Trump 1Donald Trump is the most publicized human being on the planet, and he has been for a little over five weeks now. The momentum of Trump’s campaign is such that any Republicans who downplay his significance wind up making an embarrassment out of themselves. Take Lindsey Graham, a flat-lining senator who deserved to have his cell phone number released after referring to Trump – a man who he had previously petitioned – as a “jackass”. Take Jeb Bush, an ex-Florida governor who initially reacted to Trump’s comments regarding illegal immigration in the same way that an elephant reacts to a fly. Take Chris Christie, who could’ve been the Donald Trump of 2012, eons before bad press transformed him into a pariah. Donald Trump represents an age-old metaphor; that of the tall, dark stranger, wandering into town. His campaign will be undone, but not before it exposes several front-running conservatives for the antiquated group of charlatans that they are.

The danger of a Donald Trump, ironically, is that he is not funded by special interests. In fact, the only interests Donald Trump seems to be funded by are his own. Consider what Trump has said during interviews, how he’s used the approach of slapping China (pronounced Chai-nah) and Mexico down before extolling their virtues. “Their leaders are much smarter than ours,” Trump has said. “Their negotiators are much tougher.” A self-effacing statement; the type of rhetoric that’d cause any pundit to cream in his pants. And yet, what Trump is advocating for is this idea of cut-throat dealings; some notion, perhaps, that the goal of any first-rate power should be to keep the exchange rate under its heel.

A few weeks ago, Donald Trump suggested that George W. Bush should’ve invaded Mexico as opposed to Iraq. The obvious follow-up would’ve been, “Do you still believe that the United States could benefit from such an invasion, and, if so, would you pursue that type of invasion assuming you were elected into office?” Trump’s answer might’ve dovetailed into some rigamarole concerning how we need to build a wall, and how he could get the Mexicans to pay for it. But the real answer has to do with how – and why – Donald Trump believes we need to teach the rest of the world a lesson, and why he’d prefer to use our bordering neighbors as a means of establishing more control.

During previous election cycles, top party candidates were largely focused upon jobs, guns, the economy, the military, healthcare, terrorism, China, Iraq, equal pay, education, economic disparity, the government and taxes. These were bedrock issues, the kind that make or break a presidency (and a nation). In the absence of them, what have we got? Foreign trade, illegal immigration, building a wall, “getting the oil”?

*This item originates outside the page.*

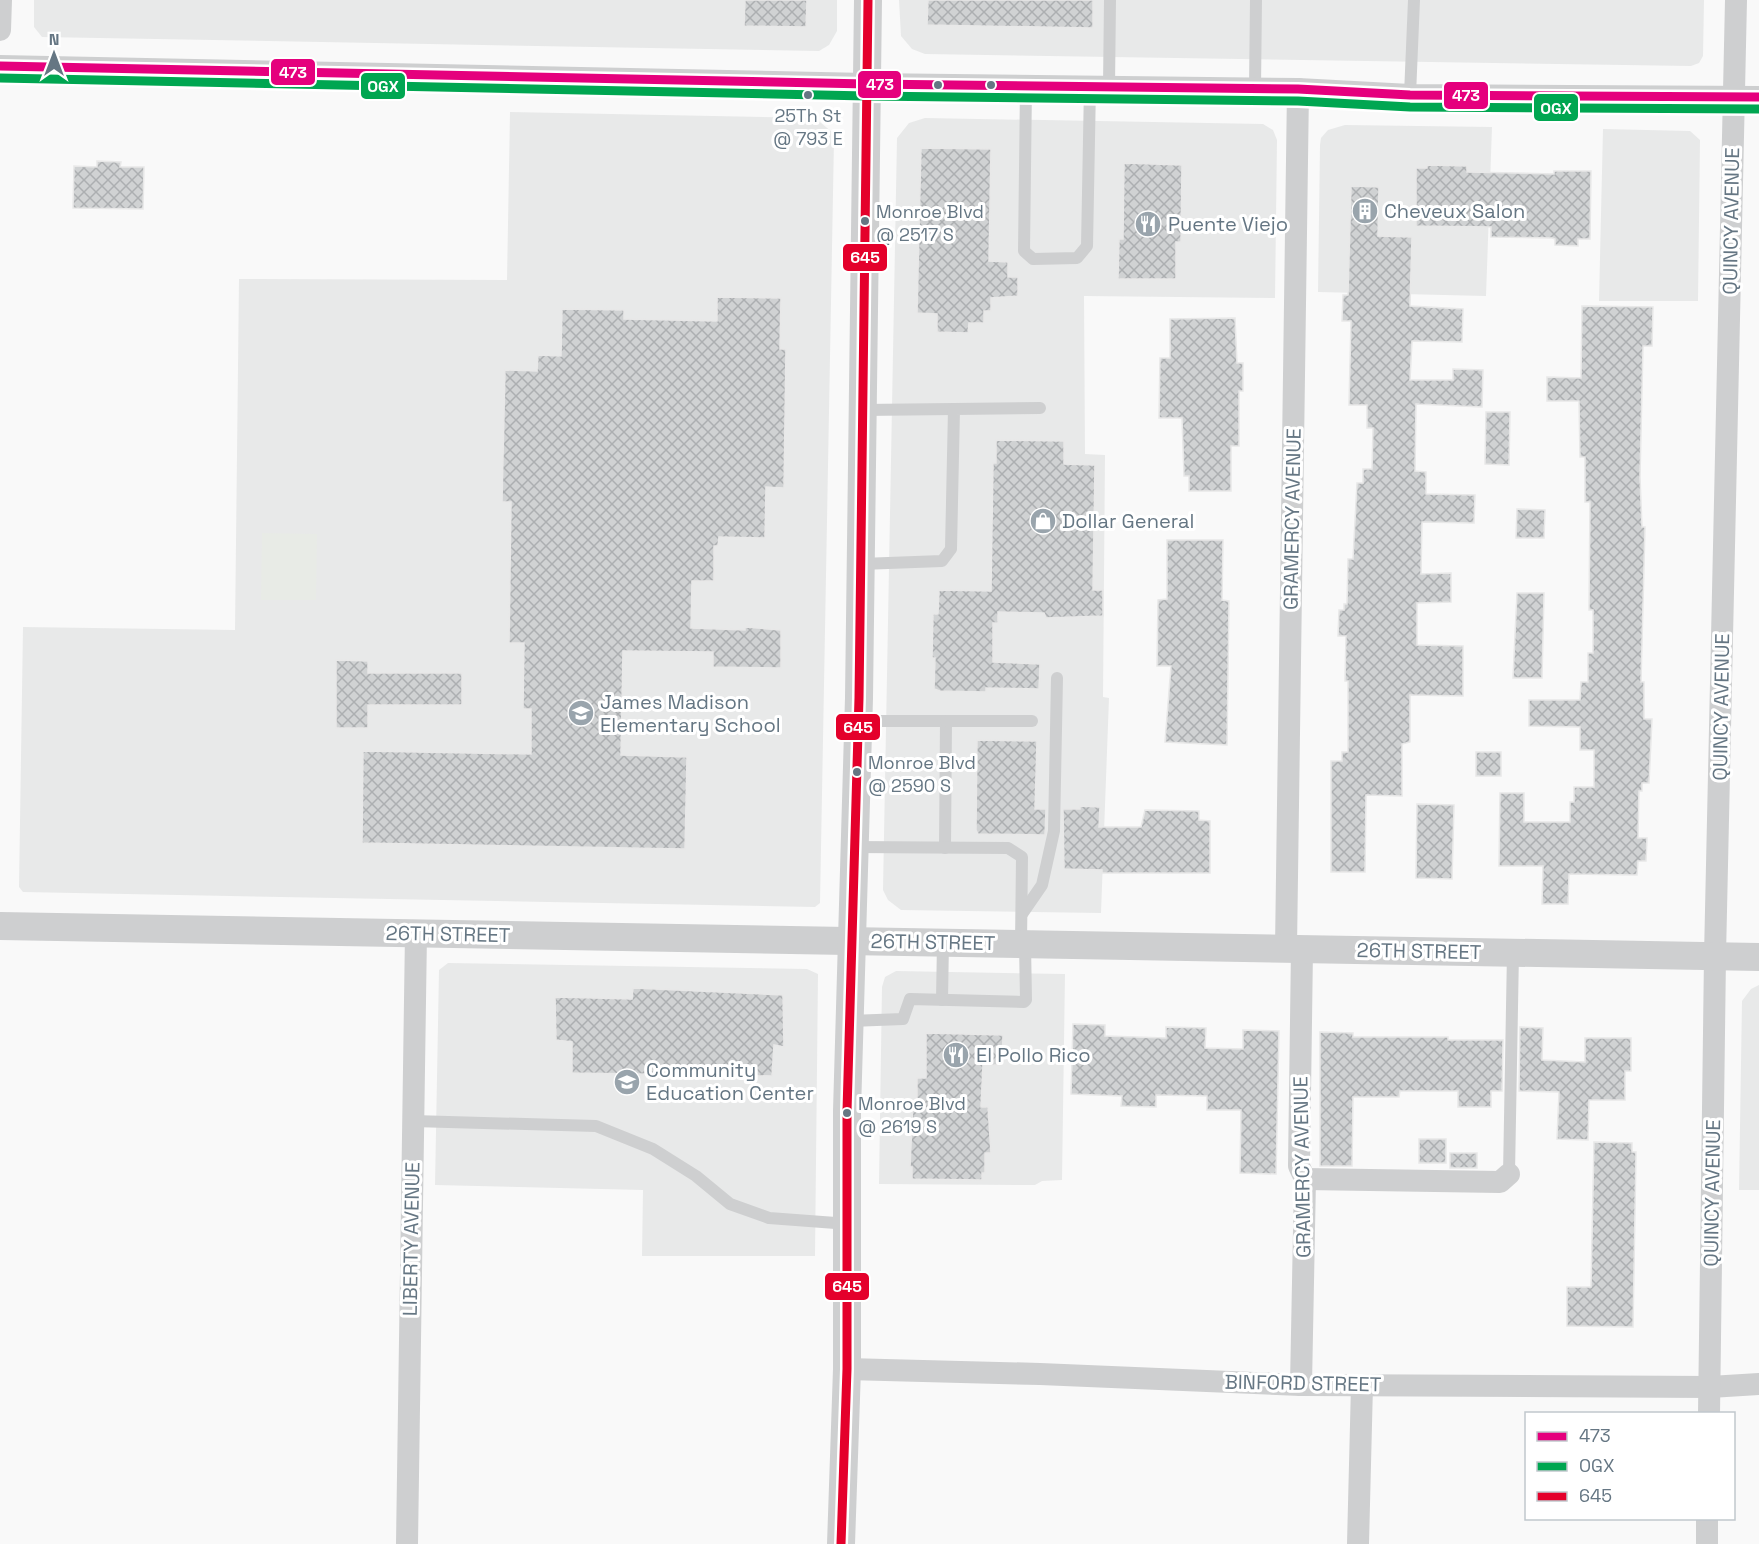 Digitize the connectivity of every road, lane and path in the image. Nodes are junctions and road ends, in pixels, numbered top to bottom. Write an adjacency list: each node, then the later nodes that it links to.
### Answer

Bill O’Reilly recently referred to Donald Trump as having “no fear,” but it would seem more accurate to assert that Donald Trump has got no shame. There is no lawsuit that can sully Trump, nor mortification that can deter him. And so what the American public is treated to amounts to political kabuki. There is an expiration date to such things, a shelf-life that is already dwindling. And in the end the corporate suits will hoist Jeb Bush upon their shoulders, parading him around despite disposing of their best-bad chance to win the presidency.

For now, Donald Trump will continue touting himself as a Wharton-educated billionaire who co-wrote a best-selling book about negotiating several years before portraying the unsympathetic figurehead on a reality TV show. In political terms, this means that Trump identifies as a ruthless capitalist villain who has proven brilliant at getting his own way. So why does it work? It works because Donald Trump is more in-touch than the average candidate, because Trump is intelligent and calculated and sober and the majority of his skeletons have already been flushed. It works because Donald Trump is not a prisoner, nor has he been in the game for too long. It works because Donald Trump has inserted himself into a party that is so far off in outer space its last high-profile endorsement came by way of Clint Eastwood, who was talking to a chair. It works because Donald Trump is a showman, much like his good friend, Vince McMahon. It works because Donald Trump is an orator, much like his good friend, Howard Stern. It works because Trump is aggressive, because he’s telegraphing the media, because his goal in every interview has become to “win” rather than explain.

It works because Trump is ingratiating himself to the far right-wing masses, preaching about how we need to give power back to the police and the military. His message is not so much about racism as it is about classism. This is a man who took out a full-page ad in the New York Times, advocating the reinstatement of the death penalty to punish five innocent teens – all of them poor, all of them from minority households – who had been accused of raping a young, financial analyst from the Upper East Side. A quarter-of-a-century removed, despite all five boys being exonerated, Trump remained defiant, claiming (via Twitter): “Tell me, what were [those boys] doing in the Park, playing checkers?”

On balance, Donald Trump represents a positive for the Republican Party, a ritual cleansing. Trump is forthright, despite being misguided, and he may be on the mark when assuming that some – but not all – of America’s leaders are inept. The question we need to ask is what a man like Donald Trump might do after replacing all of our borderlands with walls … and how a fortified facade might actually appear to any countries on the outside looking in.

(Donald Trump is currently running for the American Presidency. He is, by his own admission, the best builder.)